Abstract

The camshaft profile is one of the important parameters of the engine, the reasonableness or otherwise of its design directly influences the engine’s power output, fuel consumption, emissions, noise and reliability. However, most existing cam profile optimization designs are based on the basic software operation, profile parameter selection and tuning lack a scientific theoretical basis. In order to address this issue, this study establishes a single valve kinematic model of the gas delivery mechanism of diesel engines by using the AVL-EXCITE Timing Drive, and performs a model-based multinomial kinematic acceleration cam profile design. Subsequently, an orthogonal design method is employed to obtain the parameter combinations that can satisfy the dynamic requirements. The research investigates the influence of cam profile design parameters (C 4, p, q, r, and s) on valve fullness, maximum jerk, cam contact stress, and valve seating force through a systematic study. Lastly, based on the grey correlation theory, a thorough analysis of the performance indices of cams with different profile parameter combinations is conducted.
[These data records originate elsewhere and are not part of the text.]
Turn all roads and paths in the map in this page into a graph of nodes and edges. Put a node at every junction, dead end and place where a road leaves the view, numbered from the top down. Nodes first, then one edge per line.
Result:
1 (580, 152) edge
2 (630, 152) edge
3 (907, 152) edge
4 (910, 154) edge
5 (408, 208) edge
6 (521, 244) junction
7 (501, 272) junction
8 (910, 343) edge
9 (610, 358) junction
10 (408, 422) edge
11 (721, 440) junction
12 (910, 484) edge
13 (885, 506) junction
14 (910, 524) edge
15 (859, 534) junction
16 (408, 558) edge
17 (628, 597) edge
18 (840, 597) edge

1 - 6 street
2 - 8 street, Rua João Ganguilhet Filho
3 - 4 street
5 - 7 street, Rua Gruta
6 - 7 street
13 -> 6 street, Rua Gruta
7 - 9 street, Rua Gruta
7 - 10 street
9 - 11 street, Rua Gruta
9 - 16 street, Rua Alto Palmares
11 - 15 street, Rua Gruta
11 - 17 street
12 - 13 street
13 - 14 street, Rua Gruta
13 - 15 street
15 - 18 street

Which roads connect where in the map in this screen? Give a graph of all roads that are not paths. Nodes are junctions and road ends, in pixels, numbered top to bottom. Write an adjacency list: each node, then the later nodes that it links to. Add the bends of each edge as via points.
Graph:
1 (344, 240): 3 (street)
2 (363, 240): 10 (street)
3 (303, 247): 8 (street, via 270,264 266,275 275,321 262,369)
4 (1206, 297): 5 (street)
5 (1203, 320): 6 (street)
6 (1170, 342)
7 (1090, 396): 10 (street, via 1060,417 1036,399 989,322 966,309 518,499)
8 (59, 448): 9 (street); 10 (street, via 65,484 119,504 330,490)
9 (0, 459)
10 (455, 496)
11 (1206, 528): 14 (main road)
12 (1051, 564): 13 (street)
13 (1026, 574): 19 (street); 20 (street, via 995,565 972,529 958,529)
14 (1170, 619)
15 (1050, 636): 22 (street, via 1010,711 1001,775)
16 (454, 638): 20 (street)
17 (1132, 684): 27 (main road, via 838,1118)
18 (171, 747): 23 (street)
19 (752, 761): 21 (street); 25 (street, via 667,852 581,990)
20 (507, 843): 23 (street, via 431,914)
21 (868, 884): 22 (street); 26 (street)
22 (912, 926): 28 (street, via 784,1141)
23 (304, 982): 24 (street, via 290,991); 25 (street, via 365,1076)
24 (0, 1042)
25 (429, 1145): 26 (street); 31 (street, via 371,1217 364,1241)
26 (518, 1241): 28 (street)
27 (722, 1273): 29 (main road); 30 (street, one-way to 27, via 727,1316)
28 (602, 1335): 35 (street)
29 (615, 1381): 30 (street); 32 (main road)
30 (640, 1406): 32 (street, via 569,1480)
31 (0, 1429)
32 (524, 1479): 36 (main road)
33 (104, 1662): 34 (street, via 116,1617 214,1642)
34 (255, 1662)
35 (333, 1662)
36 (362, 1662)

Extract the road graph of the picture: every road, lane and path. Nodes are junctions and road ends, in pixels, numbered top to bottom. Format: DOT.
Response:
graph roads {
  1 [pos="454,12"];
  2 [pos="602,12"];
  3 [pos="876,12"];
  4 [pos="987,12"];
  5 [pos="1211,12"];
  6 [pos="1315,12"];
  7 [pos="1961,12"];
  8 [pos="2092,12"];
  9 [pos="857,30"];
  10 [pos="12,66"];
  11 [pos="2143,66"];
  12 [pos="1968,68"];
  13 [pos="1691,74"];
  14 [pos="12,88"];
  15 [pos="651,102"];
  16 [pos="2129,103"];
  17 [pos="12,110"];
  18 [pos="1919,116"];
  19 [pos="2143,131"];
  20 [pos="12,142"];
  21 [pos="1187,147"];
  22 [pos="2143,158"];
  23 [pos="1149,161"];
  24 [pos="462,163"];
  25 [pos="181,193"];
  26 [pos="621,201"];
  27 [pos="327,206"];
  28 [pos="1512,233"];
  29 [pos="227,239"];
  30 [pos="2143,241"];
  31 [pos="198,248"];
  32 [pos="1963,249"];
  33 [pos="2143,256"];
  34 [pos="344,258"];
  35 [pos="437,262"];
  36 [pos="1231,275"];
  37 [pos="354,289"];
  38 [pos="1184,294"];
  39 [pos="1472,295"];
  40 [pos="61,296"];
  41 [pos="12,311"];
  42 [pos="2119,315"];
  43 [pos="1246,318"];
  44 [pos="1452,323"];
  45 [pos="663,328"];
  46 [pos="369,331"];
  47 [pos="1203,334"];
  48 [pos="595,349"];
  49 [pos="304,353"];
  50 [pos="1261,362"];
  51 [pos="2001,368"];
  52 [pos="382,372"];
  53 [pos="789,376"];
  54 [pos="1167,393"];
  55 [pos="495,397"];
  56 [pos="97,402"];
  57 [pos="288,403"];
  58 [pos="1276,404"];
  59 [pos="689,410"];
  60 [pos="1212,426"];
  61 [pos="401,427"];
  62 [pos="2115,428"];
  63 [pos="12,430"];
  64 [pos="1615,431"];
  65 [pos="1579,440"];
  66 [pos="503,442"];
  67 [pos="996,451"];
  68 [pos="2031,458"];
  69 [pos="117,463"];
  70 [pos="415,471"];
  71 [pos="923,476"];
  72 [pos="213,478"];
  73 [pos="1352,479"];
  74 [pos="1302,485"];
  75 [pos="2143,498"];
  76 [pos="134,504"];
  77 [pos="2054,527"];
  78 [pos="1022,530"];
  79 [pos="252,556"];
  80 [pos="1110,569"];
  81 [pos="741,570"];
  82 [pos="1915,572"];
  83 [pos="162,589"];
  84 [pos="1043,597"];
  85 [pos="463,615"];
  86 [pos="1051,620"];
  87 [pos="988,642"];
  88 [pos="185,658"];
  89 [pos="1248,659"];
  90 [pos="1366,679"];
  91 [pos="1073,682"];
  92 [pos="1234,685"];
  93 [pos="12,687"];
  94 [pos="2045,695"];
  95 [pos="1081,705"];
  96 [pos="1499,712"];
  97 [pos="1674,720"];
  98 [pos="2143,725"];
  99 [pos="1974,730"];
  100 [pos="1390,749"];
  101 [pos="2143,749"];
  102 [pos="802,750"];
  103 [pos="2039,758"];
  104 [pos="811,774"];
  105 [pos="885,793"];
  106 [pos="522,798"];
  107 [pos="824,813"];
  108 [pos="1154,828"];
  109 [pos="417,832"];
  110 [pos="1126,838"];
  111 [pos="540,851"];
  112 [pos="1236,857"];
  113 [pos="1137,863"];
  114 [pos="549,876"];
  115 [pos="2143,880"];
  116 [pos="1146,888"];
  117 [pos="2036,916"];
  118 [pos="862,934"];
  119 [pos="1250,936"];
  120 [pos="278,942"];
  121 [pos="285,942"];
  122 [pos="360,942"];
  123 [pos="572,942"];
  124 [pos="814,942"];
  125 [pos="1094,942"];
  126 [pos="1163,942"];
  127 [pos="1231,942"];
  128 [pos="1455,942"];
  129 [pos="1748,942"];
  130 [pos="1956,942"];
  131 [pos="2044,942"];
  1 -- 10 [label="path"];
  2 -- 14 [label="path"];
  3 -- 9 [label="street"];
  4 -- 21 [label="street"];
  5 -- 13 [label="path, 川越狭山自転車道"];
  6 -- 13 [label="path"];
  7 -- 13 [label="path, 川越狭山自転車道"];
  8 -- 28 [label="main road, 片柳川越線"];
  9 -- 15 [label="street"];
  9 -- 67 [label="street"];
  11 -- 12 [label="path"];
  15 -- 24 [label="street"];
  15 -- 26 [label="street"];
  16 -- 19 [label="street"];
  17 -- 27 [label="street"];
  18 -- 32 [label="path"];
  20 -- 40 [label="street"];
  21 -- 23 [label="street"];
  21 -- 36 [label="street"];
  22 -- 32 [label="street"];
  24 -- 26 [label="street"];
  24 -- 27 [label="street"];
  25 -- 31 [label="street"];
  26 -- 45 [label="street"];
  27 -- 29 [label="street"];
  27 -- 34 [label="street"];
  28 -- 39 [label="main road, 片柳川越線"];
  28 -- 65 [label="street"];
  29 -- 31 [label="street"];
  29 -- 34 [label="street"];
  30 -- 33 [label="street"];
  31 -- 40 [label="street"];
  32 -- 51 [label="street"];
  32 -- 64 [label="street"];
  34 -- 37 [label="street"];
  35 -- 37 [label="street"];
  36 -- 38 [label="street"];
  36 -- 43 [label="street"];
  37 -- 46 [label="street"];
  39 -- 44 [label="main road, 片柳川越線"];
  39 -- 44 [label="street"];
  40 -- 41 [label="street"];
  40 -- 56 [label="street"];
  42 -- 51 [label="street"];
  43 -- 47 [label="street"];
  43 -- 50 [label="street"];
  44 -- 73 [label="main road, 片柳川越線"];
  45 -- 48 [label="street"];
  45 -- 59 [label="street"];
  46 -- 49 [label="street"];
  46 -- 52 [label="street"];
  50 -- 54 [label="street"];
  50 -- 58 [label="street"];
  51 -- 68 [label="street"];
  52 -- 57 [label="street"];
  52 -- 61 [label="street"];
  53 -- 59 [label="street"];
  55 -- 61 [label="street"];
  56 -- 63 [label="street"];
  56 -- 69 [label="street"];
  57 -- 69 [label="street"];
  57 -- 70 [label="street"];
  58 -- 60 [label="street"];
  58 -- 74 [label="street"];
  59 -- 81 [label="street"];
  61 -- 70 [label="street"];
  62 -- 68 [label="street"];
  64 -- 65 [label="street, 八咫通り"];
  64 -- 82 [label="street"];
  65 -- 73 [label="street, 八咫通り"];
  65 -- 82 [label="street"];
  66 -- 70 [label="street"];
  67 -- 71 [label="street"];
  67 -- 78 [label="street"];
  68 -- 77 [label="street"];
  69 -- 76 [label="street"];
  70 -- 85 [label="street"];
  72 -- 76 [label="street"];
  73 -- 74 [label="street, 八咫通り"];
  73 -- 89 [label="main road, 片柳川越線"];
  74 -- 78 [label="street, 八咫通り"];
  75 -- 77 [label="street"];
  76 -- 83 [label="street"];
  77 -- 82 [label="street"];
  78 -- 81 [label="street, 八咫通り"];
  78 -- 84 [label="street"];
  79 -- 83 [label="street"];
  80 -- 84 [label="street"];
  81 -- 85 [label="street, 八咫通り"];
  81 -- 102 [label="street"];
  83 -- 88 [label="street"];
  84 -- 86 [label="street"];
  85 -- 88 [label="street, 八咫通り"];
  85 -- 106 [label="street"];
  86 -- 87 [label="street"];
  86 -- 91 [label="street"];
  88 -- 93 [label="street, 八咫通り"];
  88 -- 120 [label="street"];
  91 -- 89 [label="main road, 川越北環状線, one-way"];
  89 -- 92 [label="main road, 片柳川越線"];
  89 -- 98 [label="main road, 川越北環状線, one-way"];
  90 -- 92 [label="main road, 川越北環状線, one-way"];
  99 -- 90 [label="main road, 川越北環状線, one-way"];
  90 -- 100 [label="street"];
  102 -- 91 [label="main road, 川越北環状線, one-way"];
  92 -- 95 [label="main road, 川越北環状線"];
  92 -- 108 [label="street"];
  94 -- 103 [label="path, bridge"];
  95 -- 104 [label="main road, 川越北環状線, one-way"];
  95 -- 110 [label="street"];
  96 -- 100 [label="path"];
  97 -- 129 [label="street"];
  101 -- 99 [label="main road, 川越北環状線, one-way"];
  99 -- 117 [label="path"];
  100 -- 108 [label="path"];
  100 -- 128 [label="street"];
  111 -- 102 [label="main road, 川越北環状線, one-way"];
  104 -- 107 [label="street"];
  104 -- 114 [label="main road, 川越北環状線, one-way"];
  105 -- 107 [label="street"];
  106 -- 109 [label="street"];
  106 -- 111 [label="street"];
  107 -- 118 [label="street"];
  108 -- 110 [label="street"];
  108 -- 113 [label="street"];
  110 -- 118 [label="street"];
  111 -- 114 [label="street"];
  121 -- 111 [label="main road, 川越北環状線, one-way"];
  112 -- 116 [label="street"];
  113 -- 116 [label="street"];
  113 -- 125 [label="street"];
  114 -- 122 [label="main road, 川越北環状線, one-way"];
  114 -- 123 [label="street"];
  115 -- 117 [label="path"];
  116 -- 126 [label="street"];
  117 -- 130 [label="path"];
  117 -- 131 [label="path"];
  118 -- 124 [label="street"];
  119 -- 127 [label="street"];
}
The optimization problem of the profile parameters with multiple performance indicators is transformed into a single-objective grey relational optimization problem, resulting in the optimal cam profile parameter combination of C4 =0.1, p=14, q=20, r=28 and s=36. The optimal method proposed in the paper is straightforward to implement and is applicable to the optimum design of cam profiles of the engine, which is of great importance for the optimal design of cam fabrication processes.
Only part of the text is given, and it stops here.